There is nowhere to run and nowhere to hide from the unwinding of quantitative easing, or so it seems. Vast amounts of monies continue to scour the various asset classes looking to book a good yield – for many players it’s their only sanctuary. What investors are witnessing is a recalibration of asset prices of sorts, as central banks consider their exit strategies of QE or lack of them. This pricing mechanism is our “new” runaway train that is sure to cause more collateral damage.
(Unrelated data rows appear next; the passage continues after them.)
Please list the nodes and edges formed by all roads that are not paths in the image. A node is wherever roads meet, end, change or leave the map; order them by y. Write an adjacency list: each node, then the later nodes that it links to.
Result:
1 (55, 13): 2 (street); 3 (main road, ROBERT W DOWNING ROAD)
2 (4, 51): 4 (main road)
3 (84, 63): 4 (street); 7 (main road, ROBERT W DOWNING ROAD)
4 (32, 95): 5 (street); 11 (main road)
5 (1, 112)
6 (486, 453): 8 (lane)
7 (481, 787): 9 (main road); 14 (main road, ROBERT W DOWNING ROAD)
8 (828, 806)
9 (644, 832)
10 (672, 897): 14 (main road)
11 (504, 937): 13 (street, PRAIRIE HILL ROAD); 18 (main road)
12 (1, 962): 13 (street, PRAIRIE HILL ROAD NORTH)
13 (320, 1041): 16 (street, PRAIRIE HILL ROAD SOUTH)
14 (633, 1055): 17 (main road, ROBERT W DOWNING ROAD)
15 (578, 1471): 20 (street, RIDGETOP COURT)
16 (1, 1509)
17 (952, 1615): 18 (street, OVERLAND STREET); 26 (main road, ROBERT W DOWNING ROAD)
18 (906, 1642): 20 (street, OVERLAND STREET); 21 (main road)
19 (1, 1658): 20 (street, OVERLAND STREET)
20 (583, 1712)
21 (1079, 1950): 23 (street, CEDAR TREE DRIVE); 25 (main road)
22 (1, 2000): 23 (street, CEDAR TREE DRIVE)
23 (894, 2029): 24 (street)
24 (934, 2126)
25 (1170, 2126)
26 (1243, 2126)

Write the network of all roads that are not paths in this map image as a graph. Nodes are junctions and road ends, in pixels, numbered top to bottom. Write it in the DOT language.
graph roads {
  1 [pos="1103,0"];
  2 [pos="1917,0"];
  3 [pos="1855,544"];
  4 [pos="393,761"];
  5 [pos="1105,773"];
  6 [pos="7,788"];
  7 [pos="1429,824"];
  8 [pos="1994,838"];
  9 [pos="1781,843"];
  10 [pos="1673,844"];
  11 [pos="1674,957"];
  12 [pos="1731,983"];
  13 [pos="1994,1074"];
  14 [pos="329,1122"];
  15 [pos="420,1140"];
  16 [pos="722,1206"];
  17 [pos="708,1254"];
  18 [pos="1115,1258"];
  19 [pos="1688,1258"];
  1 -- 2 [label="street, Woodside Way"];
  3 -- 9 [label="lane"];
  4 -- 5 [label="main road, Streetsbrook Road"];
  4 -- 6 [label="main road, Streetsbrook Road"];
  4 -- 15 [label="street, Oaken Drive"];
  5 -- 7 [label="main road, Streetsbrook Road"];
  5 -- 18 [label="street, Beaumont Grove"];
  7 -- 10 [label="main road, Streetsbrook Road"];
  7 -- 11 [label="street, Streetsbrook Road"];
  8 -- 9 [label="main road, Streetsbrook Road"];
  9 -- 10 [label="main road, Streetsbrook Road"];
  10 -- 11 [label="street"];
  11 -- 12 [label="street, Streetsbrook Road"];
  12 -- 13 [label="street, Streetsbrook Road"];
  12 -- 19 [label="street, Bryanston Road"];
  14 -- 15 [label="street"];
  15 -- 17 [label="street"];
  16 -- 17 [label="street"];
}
When the World Bank comes a-cutting, risk averse trading strategies get support. Yen, one of the go-to global reserve currencies of choice, is getting the chance to muddy the dollar-positioning story even more dramatically again this week. Abenomics was under a "yellow" card of caution after last month's end dramatics. Investors could well be seeing "Red" very soon. The ongoing positional changes in the world’s most crowded trades (long Nikkei and short yen) is questioning outright the efforts of the Japanese government and BoJ’s actions as a solution to their country’s economic woes.
With almost everybody of note revising, it would be remiss if the World Bank did not do it! They have now officially cut their global growth forecast for this year after emerging markets from China to Brazil have slowed more than projected. Their analysts cited that budget cuts and slumping investor confidence seems to be deepening in Europe’s contraction. So far, it seems that governmental agencies have been blowing smoke somewhere to at least benefit the investor, albeit by paper wealth or on general confidence terms. However, things are slowly starting to unravel. According to the bank, the world economy will expand +2.2%, less than January’s forecast for +2.4% growth and slower than last year’s +2.3% – many would still argue that this headline print is still a tad too high!
Volatility is back with a vengeance, and a “summer of love” is not on capital markets' agenda. Investors appreciate volatility, dealers crave it, and it looks like both camps will be well serviced to the run up of the German federal election and for the remainder of the year. All things considered, this could be one bumpy few months for capital markets where getting your second wind may take too long!
In the overnight session, the once mighty USDJPY has broken another psychological barrier- trading below ¥95 and keeping the correlation trend intact. The Nikkei continues its mini crash – dropping -6% during the Asian hours. Will it soon be a prerequisite for Prime Minister Abe to talk his "own" book? Even the Chinese markets, which opened for the first time this week, traded down -3% from last week's level on weak macro data released over the weekend. It’s currently difficult to find any regional positive traction. Global growth is slowing with no inflationary pressure in sight.
The Japanese stock market is down more than -16% from its highs – we can almost classify it as a mini-crash with other emerging markets stocks also down sharply. Wealth is disappearing quickly from investors; the “Western world gravy train cannot continue.” The dollar has declined against the EUR rather than appreciate as the reality of a slowdown versus a spectacular rally witnessed in equity markets over the last 18-months comes to a halt during asset recalibrating.
The 17-member single currency has touched and traded through 1.3340, the +61.8% retracement of the 1.3711-1.2740 move. Any technical analyst will tell you that this is the single currency’s bullish aura. The tech’s medium term target is for market gains a good "strong" cent higher towards 1.3480-90 level. The current price momentum remains positive or bullish – investors are encouraged to sell dollars on EUR pullbacks. Until this market realizes that the Fed is unlikely to raise interest rates until employment has fallen to +6.5%, only then will the demand for U.S. debt product as a safe haven be rekindled – dollar bullish.
This morning’s U.S. retail sales headline may cause a small stir. Some analysts are expecting both headline (+0.4%) and ex-auto sales (+0.5%) may put in their best showings in three-months, while the core ex-auto and gas sales (+0.5%) could rise at their fastest pace in five-months. Along with U.S. weekly jobless claims coming in unchanged (+346k), the negative dollar may manage a small reprieve giving investors an opportunity to improve their portfolio average. The new market theme has investors becoming hyper sensitive to data prints that could tilt their expectations with regards to asset purchase tapering – a good reason for no “summer of love”!